*** INPUT RECORDS Section Begins ***

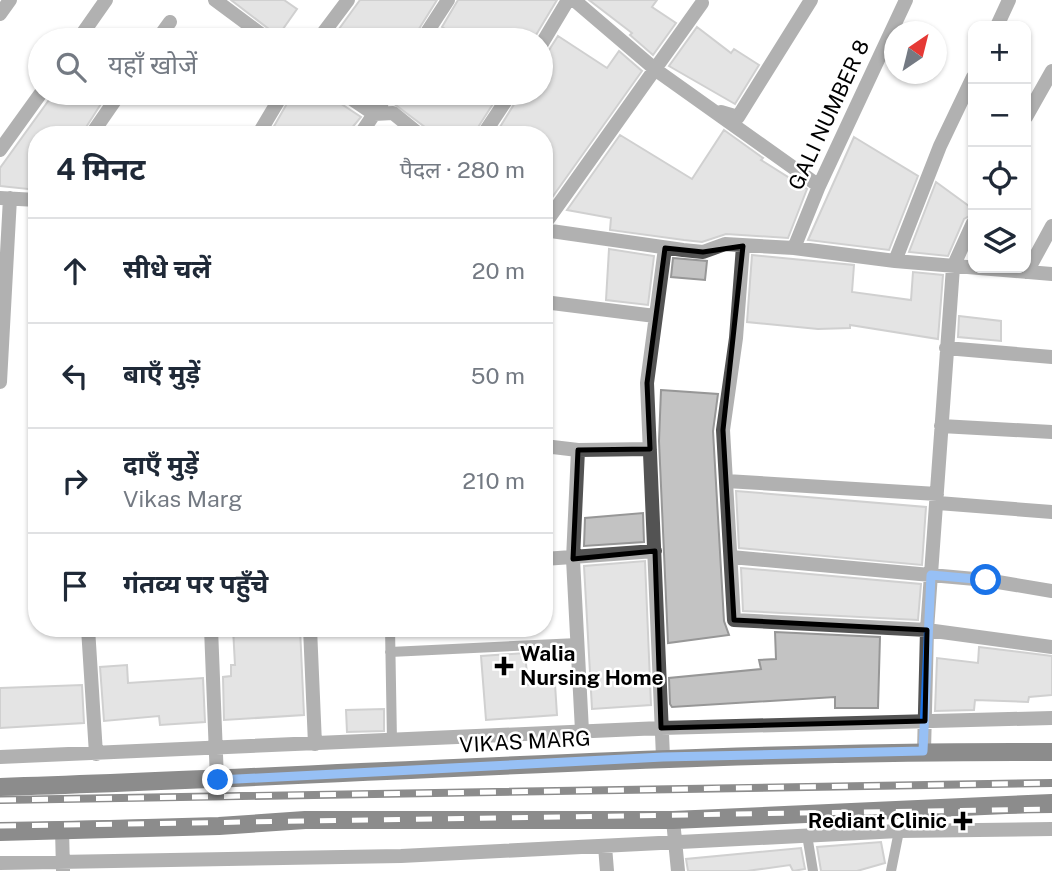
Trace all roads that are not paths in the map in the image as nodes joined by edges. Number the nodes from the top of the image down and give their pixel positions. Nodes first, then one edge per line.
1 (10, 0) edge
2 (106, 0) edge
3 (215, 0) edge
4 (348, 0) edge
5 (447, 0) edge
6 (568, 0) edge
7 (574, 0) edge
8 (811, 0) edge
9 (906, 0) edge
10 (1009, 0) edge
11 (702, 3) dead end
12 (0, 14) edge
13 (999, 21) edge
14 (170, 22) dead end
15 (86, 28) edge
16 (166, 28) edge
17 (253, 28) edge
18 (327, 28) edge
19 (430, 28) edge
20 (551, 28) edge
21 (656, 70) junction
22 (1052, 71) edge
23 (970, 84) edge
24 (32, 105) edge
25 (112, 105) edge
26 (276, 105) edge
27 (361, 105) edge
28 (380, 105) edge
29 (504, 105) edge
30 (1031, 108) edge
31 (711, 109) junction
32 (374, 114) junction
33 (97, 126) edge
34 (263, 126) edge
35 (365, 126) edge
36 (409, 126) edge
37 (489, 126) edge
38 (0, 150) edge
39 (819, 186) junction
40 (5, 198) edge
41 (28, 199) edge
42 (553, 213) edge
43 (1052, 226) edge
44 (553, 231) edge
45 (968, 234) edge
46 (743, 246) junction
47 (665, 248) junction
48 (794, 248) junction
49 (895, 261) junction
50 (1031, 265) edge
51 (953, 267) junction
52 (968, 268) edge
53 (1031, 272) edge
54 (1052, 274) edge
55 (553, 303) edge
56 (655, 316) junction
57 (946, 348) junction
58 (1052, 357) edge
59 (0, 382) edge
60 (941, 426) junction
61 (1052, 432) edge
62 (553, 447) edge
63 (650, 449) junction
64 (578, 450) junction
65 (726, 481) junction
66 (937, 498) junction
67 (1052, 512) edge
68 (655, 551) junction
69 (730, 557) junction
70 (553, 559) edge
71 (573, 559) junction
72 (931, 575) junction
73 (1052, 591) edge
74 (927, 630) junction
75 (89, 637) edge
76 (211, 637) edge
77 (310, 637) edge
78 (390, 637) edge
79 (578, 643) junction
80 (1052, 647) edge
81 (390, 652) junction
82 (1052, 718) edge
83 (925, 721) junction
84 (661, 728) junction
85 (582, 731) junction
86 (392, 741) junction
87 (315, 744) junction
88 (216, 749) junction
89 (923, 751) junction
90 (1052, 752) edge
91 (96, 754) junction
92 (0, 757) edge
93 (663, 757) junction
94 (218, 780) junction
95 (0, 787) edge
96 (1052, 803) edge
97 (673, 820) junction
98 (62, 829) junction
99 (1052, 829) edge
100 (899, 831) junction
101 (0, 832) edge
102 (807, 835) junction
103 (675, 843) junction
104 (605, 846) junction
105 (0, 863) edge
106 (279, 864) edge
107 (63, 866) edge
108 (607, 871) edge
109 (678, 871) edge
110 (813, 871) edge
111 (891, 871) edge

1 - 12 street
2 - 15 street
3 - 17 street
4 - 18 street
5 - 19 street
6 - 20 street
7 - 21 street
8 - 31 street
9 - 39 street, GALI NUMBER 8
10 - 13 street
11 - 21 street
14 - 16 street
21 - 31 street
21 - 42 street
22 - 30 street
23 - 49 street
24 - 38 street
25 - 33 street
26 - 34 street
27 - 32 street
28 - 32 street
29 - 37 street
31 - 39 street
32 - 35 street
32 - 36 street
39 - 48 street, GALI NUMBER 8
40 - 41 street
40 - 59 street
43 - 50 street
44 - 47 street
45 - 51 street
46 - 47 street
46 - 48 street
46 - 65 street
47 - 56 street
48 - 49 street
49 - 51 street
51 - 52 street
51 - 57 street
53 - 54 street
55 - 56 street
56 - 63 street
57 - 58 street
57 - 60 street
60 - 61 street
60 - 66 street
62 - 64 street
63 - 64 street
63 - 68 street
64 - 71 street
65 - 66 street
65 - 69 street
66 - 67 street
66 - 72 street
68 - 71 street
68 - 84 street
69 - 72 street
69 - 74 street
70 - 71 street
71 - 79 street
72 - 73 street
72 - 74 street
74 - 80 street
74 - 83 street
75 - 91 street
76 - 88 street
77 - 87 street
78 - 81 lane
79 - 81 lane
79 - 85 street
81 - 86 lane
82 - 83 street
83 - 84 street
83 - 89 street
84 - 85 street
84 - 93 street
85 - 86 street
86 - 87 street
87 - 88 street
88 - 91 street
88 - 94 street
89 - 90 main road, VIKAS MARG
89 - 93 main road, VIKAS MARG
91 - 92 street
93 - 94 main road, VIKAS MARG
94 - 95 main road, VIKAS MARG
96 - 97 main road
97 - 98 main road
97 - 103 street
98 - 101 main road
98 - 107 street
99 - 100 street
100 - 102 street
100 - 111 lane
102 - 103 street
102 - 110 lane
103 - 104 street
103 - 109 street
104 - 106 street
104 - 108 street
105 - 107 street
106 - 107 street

*** INPUT RECORDS Section Ends ***
*** INPUT RECORDS Section Begins ***

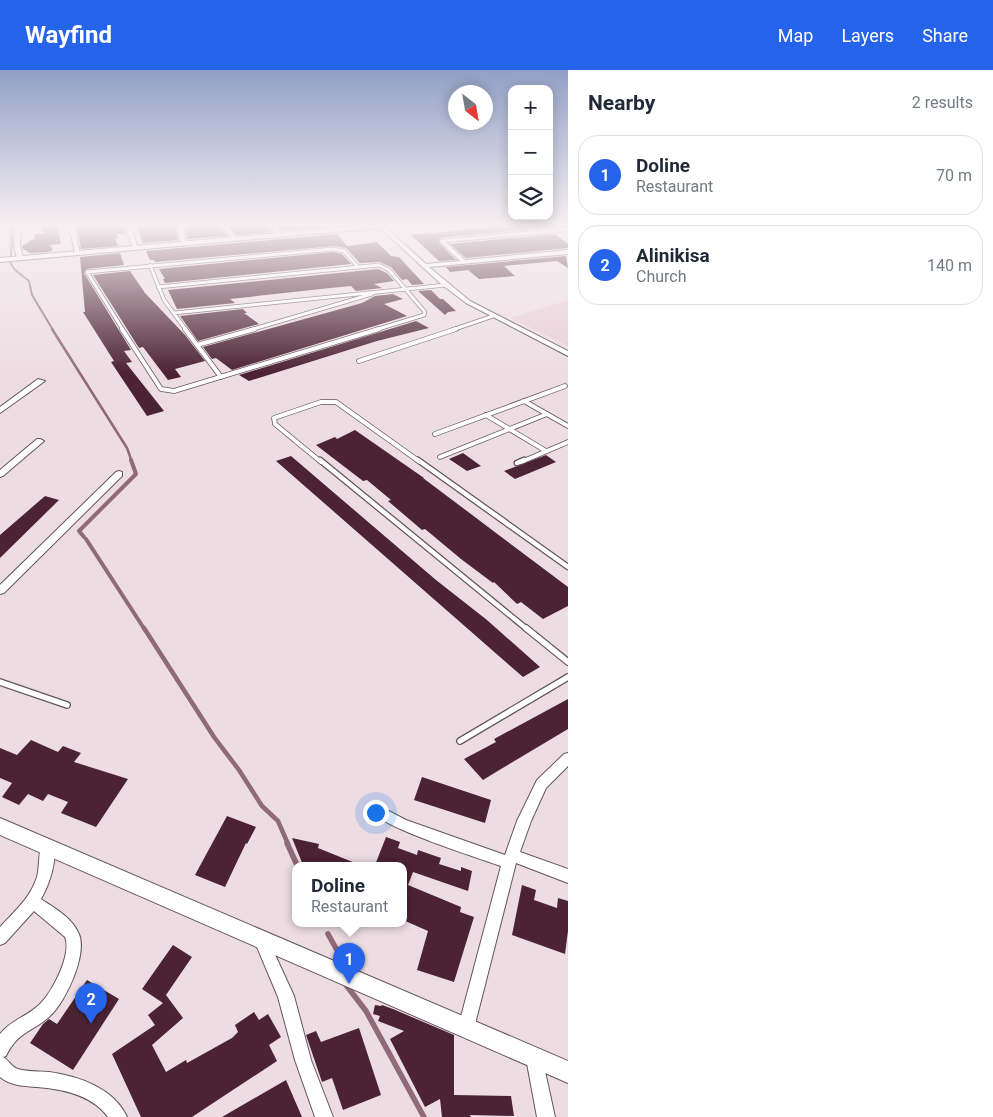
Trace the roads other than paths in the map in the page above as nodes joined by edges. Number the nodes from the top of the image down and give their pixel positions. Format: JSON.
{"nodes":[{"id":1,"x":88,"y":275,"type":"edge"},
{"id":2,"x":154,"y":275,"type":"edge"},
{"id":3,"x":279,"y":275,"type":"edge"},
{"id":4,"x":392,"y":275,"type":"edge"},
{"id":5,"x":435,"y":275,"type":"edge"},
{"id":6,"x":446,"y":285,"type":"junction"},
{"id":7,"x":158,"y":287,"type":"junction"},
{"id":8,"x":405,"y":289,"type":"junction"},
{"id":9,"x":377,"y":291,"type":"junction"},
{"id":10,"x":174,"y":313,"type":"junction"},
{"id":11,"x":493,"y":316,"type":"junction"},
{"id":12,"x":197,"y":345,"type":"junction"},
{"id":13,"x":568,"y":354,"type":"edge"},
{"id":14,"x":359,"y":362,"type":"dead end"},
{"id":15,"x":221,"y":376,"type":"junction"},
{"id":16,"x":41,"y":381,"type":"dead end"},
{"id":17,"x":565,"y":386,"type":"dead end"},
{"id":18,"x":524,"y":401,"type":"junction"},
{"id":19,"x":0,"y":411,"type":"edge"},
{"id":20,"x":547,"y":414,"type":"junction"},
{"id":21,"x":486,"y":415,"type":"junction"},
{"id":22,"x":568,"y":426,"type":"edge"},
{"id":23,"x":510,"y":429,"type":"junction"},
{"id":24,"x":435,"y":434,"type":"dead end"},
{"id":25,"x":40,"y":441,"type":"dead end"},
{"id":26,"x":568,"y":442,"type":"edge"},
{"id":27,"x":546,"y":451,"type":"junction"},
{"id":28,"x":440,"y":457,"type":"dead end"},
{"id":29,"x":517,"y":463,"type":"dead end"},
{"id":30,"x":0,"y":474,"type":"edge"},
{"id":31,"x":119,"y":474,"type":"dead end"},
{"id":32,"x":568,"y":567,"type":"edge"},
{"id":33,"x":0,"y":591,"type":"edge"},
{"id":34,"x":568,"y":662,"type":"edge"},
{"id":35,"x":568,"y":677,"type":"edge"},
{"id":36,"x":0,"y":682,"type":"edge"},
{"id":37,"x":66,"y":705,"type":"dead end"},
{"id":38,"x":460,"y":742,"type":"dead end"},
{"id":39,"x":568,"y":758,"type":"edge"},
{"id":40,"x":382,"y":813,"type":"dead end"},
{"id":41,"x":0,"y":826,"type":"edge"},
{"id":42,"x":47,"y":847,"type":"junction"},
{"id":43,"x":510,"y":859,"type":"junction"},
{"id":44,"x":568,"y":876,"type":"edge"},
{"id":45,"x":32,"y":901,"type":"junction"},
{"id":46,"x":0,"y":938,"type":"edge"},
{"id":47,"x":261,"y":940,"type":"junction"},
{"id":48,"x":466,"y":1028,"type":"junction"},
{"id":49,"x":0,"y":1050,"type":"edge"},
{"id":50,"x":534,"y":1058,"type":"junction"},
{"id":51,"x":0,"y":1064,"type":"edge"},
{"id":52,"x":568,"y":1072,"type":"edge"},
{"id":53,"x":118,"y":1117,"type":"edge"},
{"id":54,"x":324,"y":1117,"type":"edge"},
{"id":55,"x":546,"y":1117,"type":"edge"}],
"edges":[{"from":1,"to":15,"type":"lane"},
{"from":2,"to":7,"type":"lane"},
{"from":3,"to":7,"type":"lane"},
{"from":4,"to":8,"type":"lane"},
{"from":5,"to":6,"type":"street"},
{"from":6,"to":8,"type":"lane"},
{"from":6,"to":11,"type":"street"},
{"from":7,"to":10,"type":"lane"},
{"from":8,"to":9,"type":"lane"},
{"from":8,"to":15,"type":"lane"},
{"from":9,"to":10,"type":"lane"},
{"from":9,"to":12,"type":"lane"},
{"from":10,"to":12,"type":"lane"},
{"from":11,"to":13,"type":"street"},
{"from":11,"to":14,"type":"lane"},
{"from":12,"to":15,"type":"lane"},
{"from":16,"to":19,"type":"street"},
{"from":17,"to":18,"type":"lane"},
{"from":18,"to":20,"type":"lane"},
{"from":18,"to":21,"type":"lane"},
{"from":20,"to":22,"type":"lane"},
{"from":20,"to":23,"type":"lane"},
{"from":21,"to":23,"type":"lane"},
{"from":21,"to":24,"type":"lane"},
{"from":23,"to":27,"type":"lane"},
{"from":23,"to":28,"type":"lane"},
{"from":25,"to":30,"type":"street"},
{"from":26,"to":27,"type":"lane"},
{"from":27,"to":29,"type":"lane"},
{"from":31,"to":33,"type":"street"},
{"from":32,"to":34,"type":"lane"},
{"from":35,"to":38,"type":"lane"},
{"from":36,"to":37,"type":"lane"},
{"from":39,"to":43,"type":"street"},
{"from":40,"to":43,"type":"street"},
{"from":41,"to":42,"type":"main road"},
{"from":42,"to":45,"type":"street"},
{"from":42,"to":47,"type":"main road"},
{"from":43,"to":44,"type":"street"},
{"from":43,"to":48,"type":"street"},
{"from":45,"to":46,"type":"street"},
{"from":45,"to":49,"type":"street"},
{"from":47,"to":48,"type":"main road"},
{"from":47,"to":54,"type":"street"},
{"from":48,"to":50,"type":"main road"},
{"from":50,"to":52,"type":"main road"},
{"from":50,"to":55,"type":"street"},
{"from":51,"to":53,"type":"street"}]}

*** INPUT RECORDS Section Ends ***

▸ **WHAT THE TASK ASKS**: Count the lines in the data where "VIKAS" occurs. Report the number only.

▸ **SOLVED PROBLEM**: 4